- Your goal: Restate every entry word for word.

* * * * * * * * *

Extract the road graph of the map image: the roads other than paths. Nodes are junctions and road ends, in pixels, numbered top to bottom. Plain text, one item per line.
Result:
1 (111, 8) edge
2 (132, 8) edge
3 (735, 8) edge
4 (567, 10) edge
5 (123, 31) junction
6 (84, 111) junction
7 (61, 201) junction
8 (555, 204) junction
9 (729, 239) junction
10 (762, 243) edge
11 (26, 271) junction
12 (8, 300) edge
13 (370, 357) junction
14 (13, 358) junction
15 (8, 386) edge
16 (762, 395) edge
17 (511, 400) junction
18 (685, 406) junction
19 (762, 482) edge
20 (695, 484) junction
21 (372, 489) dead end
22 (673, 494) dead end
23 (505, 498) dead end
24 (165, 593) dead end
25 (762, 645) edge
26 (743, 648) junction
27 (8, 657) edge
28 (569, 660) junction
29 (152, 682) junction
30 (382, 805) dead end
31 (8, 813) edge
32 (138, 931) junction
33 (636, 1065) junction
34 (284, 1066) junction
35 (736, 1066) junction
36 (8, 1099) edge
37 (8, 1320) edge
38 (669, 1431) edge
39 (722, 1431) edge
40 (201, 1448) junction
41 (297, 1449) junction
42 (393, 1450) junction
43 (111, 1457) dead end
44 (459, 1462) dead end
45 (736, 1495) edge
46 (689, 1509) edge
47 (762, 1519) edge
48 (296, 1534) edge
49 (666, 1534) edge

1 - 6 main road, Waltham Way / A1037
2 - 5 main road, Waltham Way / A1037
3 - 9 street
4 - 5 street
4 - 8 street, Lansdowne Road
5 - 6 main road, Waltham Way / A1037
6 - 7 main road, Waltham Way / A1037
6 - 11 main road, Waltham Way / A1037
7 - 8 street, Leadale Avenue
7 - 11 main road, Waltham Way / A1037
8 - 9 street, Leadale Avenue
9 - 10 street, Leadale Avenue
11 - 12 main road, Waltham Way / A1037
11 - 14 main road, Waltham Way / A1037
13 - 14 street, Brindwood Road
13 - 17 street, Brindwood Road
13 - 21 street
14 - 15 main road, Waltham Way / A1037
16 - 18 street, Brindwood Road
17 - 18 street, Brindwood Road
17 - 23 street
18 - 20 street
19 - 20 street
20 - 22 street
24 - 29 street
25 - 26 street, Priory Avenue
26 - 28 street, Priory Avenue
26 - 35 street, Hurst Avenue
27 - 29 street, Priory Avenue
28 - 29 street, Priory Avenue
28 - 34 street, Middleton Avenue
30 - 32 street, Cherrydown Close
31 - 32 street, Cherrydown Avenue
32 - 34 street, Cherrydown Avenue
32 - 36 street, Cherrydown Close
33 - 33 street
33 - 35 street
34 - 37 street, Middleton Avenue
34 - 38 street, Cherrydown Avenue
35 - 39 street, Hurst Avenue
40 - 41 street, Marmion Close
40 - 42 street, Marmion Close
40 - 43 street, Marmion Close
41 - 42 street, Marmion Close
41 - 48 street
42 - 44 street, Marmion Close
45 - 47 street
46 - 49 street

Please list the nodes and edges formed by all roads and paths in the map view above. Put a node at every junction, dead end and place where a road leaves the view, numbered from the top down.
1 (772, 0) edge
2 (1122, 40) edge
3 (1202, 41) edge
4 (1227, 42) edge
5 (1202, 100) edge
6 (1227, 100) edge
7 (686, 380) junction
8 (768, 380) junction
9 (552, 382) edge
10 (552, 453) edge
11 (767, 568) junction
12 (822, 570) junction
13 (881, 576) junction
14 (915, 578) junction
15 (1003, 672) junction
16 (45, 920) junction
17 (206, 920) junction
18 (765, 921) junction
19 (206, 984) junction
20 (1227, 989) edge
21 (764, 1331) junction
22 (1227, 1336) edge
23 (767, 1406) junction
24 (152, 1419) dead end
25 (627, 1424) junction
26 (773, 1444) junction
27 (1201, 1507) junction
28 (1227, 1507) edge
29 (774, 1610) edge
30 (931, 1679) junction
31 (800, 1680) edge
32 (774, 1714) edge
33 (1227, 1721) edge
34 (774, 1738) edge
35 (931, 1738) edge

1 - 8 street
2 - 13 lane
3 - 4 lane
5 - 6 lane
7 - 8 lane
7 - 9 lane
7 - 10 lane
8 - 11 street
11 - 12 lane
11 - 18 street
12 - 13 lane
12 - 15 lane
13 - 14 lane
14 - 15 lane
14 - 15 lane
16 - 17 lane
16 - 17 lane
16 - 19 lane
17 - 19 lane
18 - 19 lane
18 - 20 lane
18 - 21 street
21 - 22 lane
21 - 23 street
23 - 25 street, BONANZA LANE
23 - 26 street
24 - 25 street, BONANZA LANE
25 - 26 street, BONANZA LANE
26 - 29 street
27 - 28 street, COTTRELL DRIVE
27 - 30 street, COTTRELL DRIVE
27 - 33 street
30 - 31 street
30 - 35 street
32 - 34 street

* * * * * * * * *

- Exercise output:
Extract the road graph of the map image: the roads other than paths. Nodes are junctions and road ends, in pixels, numbered top to bottom. Plain text, one item per line.
Result:
1 (111, 8) edge
2 (132, 8) edge
3 (735, 8) edge
4 (567, 10) edge
5 (123, 31) junction
6 (84, 111) junction
7 (61, 201) junction
8 (555, 204) junction
9 (729, 239) junction
10 (762, 243) edge
11 (26, 271) junction
12 (8, 300) edge
13 (370, 357) junction
14 (13, 358) junction
15 (8, 386) edge
16 (762, 395) edge
17 (511, 400) junction
18 (685, 406) junction
19 (762, 482) edge
20 (695, 484) junction
21 (372, 489) dead end
22 (673, 494) dead end
23 (505, 498) dead end
24 (165, 593) dead end
25 (762, 645) edge
26 (743, 648) junction
27 (8, 657) edge
28 (569, 660) junction
29 (152, 682) junction
30 (382, 805) dead end
31 (8, 813) edge
32 (138, 931) junction
33 (636, 1065) junction
34 (284, 1066) junction
35 (736, 1066) junction
36 (8, 1099) edge
37 (8, 1320) edge
38 (669, 1431) edge
39 (722, 1431) edge
40 (201, 1448) junction
41 (297, 1449) junction
42 (393, 1450) junction
43 (111, 1457) dead end
44 (459, 1462) dead end
45 (736, 1495) edge
46 (689, 1509) edge
47 (762, 1519) edge
48 (296, 1534) edge
49 (666, 1534) edge

1 - 6 main road, Waltham Way / A1037
2 - 5 main road, Waltham Way / A1037
3 - 9 street
4 - 5 street
4 - 8 street, Lansdowne Road
5 - 6 main road, Waltham Way / A1037
6 - 7 main road, Waltham Way / A1037
6 - 11 main road, Waltham Way / A1037
7 - 8 street, Leadale Avenue
7 - 11 main road, Waltham Way / A1037
8 - 9 street, Leadale Avenue
9 - 10 street, Leadale Avenue
11 - 12 main road, Waltham Way / A1037
11 - 14 main road, Waltham Way / A1037
13 - 14 street, Brindwood Road
13 - 17 street, Brindwood Road
13 - 21 street
14 - 15 main road, Waltham Way / A1037
16 - 18 street, Brindwood Road
17 - 18 street, Brindwood Road
17 - 23 street
18 - 20 street
19 - 20 street
20 - 22 street
24 - 29 street
25 - 26 street, Priory Avenue
26 - 28 street, Priory Avenue
26 - 35 street, Hurst Avenue
27 - 29 street, Priory Avenue
28 - 29 street, Priory Avenue
28 - 34 street, Middleton Avenue
30 - 32 street, Cherrydown Close
31 - 32 street, Cherrydown Avenue
32 - 34 street, Cherrydown Avenue
32 - 36 street, Cherrydown Close
33 - 33 street
33 - 35 street
34 - 37 street, Middleton Avenue
34 - 38 street, Cherrydown Avenue
35 - 39 street, Hurst Avenue
40 - 41 street, Marmion Close
40 - 42 street, Marmion Close
40 - 43 street, Marmion Close
41 - 42 street, Marmion Close
41 - 48 street
42 - 44 street, Marmion Close
45 - 47 street
46 - 49 street

Please list the nodes and edges formed by all roads and paths in the map view above. Put a node at every junction, dead end and place where a road leaves the view, numbered from the top down.
1 (772, 0) edge
2 (1122, 40) edge
3 (1202, 41) edge
4 (1227, 42) edge
5 (1202, 100) edge
6 (1227, 100) edge
7 (686, 380) junction
8 (768, 380) junction
9 (552, 382) edge
10 (552, 453) edge
11 (767, 568) junction
12 (822, 570) junction
13 (881, 576) junction
14 (915, 578) junction
15 (1003, 672) junction
16 (45, 920) junction
17 (206, 920) junction
18 (765, 921) junction
19 (206, 984) junction
20 (1227, 989) edge
21 (764, 1331) junction
22 (1227, 1336) edge
23 (767, 1406) junction
24 (152, 1419) dead end
25 (627, 1424) junction
26 (773, 1444) junction
27 (1201, 1507) junction
28 (1227, 1507) edge
29 (774, 1610) edge
30 (931, 1679) junction
31 (800, 1680) edge
32 (774, 1714) edge
33 (1227, 1721) edge
34 (774, 1738) edge
35 (931, 1738) edge

1 - 8 street
2 - 13 lane
3 - 4 lane
5 - 6 lane
7 - 8 lane
7 - 9 lane
7 - 10 lane
8 - 11 street
11 - 12 lane
11 - 18 street
12 - 13 lane
12 - 15 lane
13 - 14 lane
14 - 15 lane
14 - 15 lane
16 - 17 lane
16 - 17 lane
16 - 19 lane
17 - 19 lane
18 - 19 lane
18 - 20 lane
18 - 21 street
21 - 22 lane
21 - 23 street
23 - 25 street, BONANZA LANE
23 - 26 street
24 - 25 street, BONANZA LANE
25 - 26 street, BONANZA LANE
26 - 29 street
27 - 28 street, COTTRELL DRIVE
27 - 30 street, COTTRELL DRIVE
27 - 33 street
30 - 31 street
30 - 35 street
32 - 34 street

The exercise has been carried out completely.